Shifting from RECs to Offsets–AASHE 2008
from Wildlife Promise
To the surprise of the presenter, Dave Newport of CU-Boulder, this afternoon’s discussion of GHG offsets and Renewable Energy Credits didn’t degenerate into fisticuffs or even a red-faced screaming match. In fact, the discussion was downright welcoming, which is what I’ve come to expect of the attendees of this conference.
Several weeks ago, our feature ClimateEdu article dealt with the different ways that universities and colleges are incorporating renewable energy into their portfolios, whether that’s through installing renewable energy equipment or through purchasing. It’s a touchy issue for most sustainability coordinators, who are intent on conservation, energy efficiency, and on-site generation where possible, but are also coming to terms with the fact that they may not be able to meet their full energy load with such measures. Many schools, in fact, find that they have a large gap to fill, and turn to offset measures to make up the difference.
However, the vagaries of the offset and REC market are still not well understood, even by experts, leading to general suspicion and sometimes outright hostility (which is apparently what Dave Newport expected).
Newport used his own campus as an example as he described the pros and cons of purchasing offsets versus RECs. CU-Boulder, which had been purchasing RECs since 2000 (using funds that students voted to add to their semester fees), switched this year to purchasing offsets through the Colorado Carbon Fund.
Renewable Energy Credits are simply certificates that assure the purchaser that somewhere, a MWh from renewable sources has been produced and fed into the grid. Newport says, “They have some pros, and that’s why we bought them. But we made a mistake, and we oversold them. We told our president that we’re buying wind power, and then when we tried to explain that there’s no big orange extension cord from a wind turbine to our campus, and that actually we don’t know where that energy went to when it got fed into the grid, we caused a lot of problems. We don’t say that anymore.”
While Newport feels that RECs have had their victories, among them increased market demand for renewable energy and the dismantling of some of the geographical barriers to sustainability, the disadvantages of RECs outweigh the benefits. He lists the public perception of REC’s as a ‘sin tax’, the lack of transparency, a poor sense of closure for buyers, and the lack of added value to the initial investment as cons.
Offsets, by contrast, particularly in the community-based model that CU-Boulder is developing, have the potential to not only reduce emissions, but fuel an ongoing movement.

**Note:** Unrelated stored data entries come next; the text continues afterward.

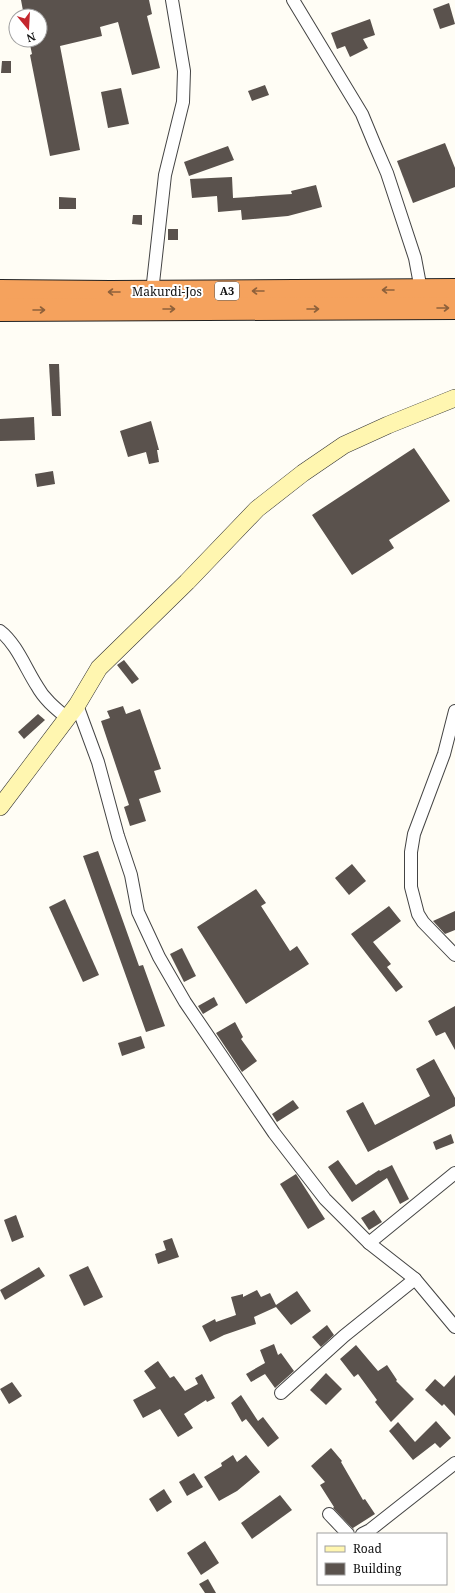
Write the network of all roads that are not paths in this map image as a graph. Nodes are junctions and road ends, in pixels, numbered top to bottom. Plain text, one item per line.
1 (172, 0) edge
2 (293, 0) edge
3 (421, 290) junction
4 (455, 290) edge
5 (0, 291) edge
6 (152, 292) junction
7 (455, 308) edge
8 (0, 310) edge
9 (455, 398) edge
10 (0, 631) edge
11 (77, 705) junction
12 (455, 711) edge
13 (66, 718) junction
14 (0, 807) edge
15 (455, 955) edge
16 (455, 1173) edge
17 (369, 1243) junction
18 (415, 1279) junction
19 (455, 1327) edge
20 (281, 1393) dead end
21 (455, 1463) edge
22 (329, 1514) dead end
23 (347, 1533) edge
24 (364, 1533) edge

1 - 6 street
2 - 3 street
3 - 4 highway, Makurdi-Jos / A3
3 -> 6 highway, Makurdi-Jos / A3
6 -> 5 highway, Makurdi-Jos / A3
8 -> 7 highway, Makurdi-Jos / A3
9 - 11 street
10 - 13 street
11 - 13 street
11 - 17 street
12 - 15 street
13 - 14 street
16 - 17 street
17 - 18 street
18 - 19 street
18 - 20 street
21 - 24 street
22 - 23 street

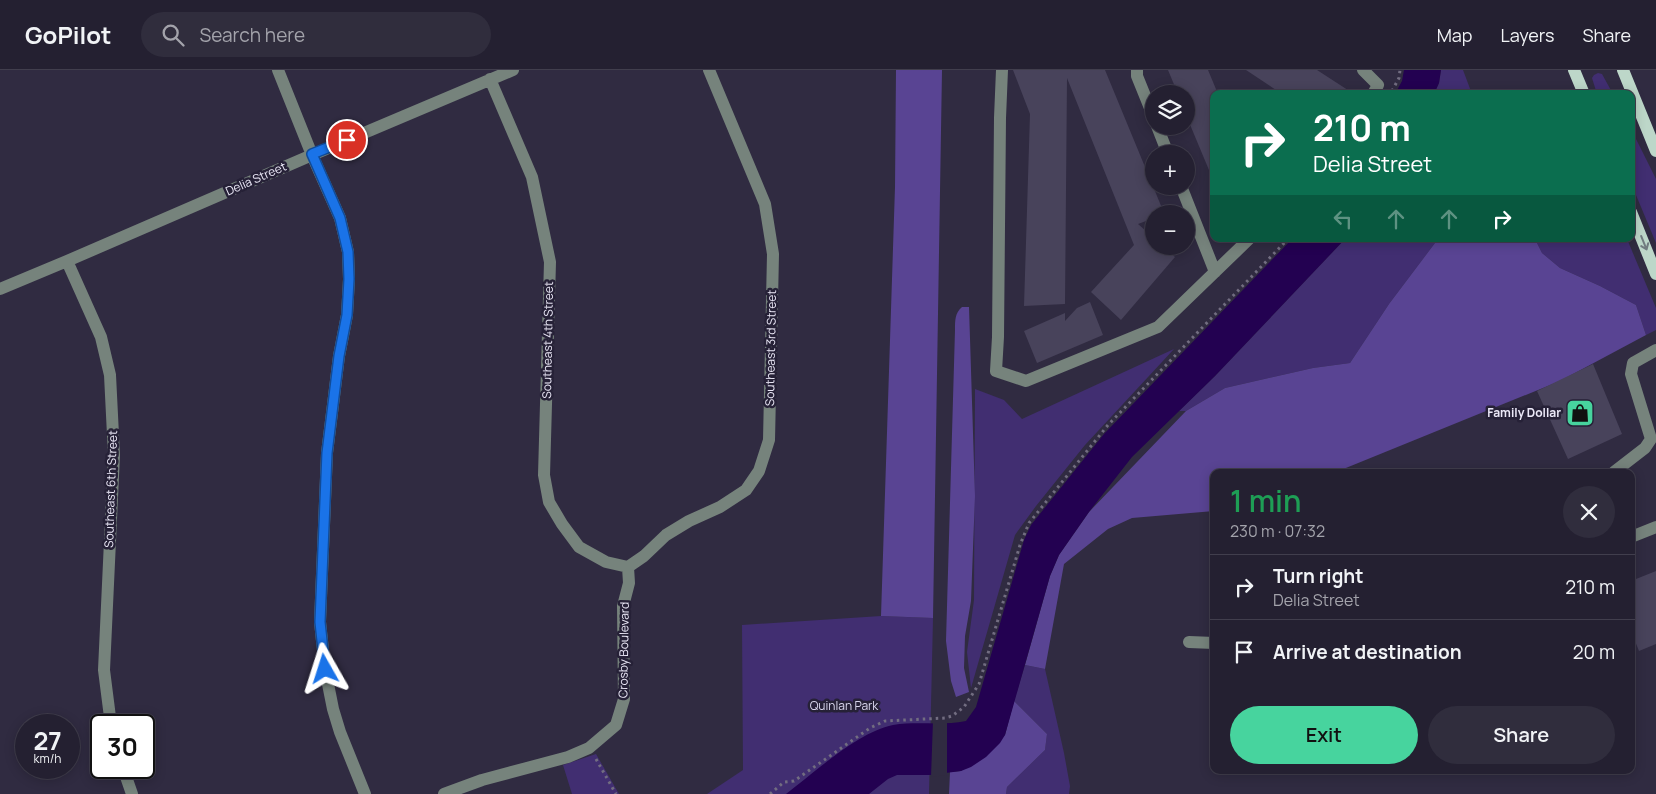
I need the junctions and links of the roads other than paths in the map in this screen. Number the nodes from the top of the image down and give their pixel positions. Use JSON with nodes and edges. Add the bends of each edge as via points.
{"nodes":[{"id":1,"x":278,"y":70,"type":"edge"},
{"id":2,"x":513,"y":70,"type":"edge"},
{"id":3,"x":709,"y":70,"type":"edge"},
{"id":4,"x":1002,"y":70,"type":"edge"},
{"id":5,"x":1137,"y":70,"type":"edge"},
{"id":6,"x":1363,"y":70,"type":"edge"},
{"id":7,"x":1574,"y":70,"type":"edge"},
{"id":8,"x":1623,"y":70,"type":"edge"},
{"id":9,"x":490,"y":79,"type":"junction"},
{"id":10,"x":1375,"y":90,"type":"edge"},
{"id":11,"x":1582,"y":90,"type":"edge"},
{"id":12,"x":1631,"y":90,"type":"edge"},
{"id":13,"x":1145,"y":96,"type":"edge"},
{"id":14,"x":1635,"y":99,"type":"edge"},
{"id":15,"x":1656,"y":151,"type":"edge"},
{"id":16,"x":312,"y":154,"type":"junction"},
{"id":17,"x":1185,"y":195,"type":"edge"},
{"id":18,"x":1635,"y":222,"type":"edge"},
{"id":19,"x":1246,"y":242,"type":"edge"},
{"id":20,"x":67,"y":261,"type":"junction"},
{"id":21,"x":1215,"y":272,"type":"junction"},
{"id":22,"x":1656,"y":274,"type":"edge"},
{"id":23,"x":0,"y":289,"type":"edge"},
{"id":24,"x":1656,"y":350,"type":"edge"},
{"id":25,"x":1618,"y":469,"type":"edge"},
{"id":26,"x":1656,"y":527,"type":"edge"},
{"id":27,"x":1635,"y":535,"type":"edge"},
{"id":28,"x":628,"y":567,"type":"junction"},
{"id":29,"x":1189,"y":642,"type":"dead end"},
{"id":30,"x":1210,"y":643,"type":"edge"},
{"id":31,"x":110,"y":714,"type":"edge"},
{"id":32,"x":126,"y":779,"type":"edge"},
{"id":33,"x":132,"y":794,"type":"edge"},
{"id":34,"x":365,"y":794,"type":"edge"},
{"id":35,"x":444,"y":794,"type":"edge"}],
"edges":[{"from":1,"to":16,"type":"street"},
{"from":2,"to":9,"type":"street","name":"Delia Street"},
{"from":3,"to":28,"type":"street","name":"Southeast 3rd Street","via":[[765,204],[773,254],[769,440],[759,471],[746,490],[666,535]]},
{"from":4,"to":21,"type":"street","via":[[996,371],[1026,381],[1158,327]]},
{"from":5,"to":13,"type":"street"},
{"from":6,"to":10,"type":"street","via":[[1378,85]]},
{"from":7,"to":11,"type":"main road"},
{"from":8,"to":12,"type":"main road"},
{"from":9,"to":16,"type":"street","name":"Delia Street"},
{"from":9,"to":28,"type":"street","name":"Southeast 4th Street","via":[[532,177],[550,262],[544,476],[549,502],[579,548],[606,562]]},
{"from":14,"to":15,"type":"main road"},
{"from":16,"to":20,"type":"street","name":"Delia Street"},
{"from":16,"to":34,"type":"street","via":[[340,218],[348,252],[349,279],[347,315],[327,453],[320,622],[332,709]]},
{"from":17,"to":21,"type":"street"},
{"from":18,"to":22,"type":"main road","one_way":true},
{"from":19,"to":21,"type":"street"},
{"from":20,"to":23,"type":"street","name":"Delia Street"},
{"from":20,"to":31,"type":"street","name":"Southeast 6th Street","via":[[101,337],[110,374],[114,455],[104,670]]},
{"from":24,"to":25,"type":"street","via":[[1633,363],[1631,374],[1651,439]]},
{"from":26,"to":27,"type":"street"},
{"from":28,"to":35,"type":"street","name":"Crosby Boulevard","via":[[623,606],[624,699],[616,725],[589,748],[568,757],[482,780]]},
{"from":29,"to":30,"type":"street"},
{"from":32,"to":33,"type":"street"}]}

Newport says, “We are focusing on local projects, and doing some of the labor ourselves. You will be able to ride your bike by and see our solar hot water heaters. We have bilingual students going into low-income neighborhoods to help residents weatherize their homes and save some of the energy costs that are disproportionately heavy on them. We’ll have a biomass plant, and new ways to manage transit. All of these things are creating green jobs, keeping local capital local, and are really good for students. And they’re so visible, we get the confidence from investors to keep doing more. It is about reducing carbon, but it’s just as much about improving people’s lives.”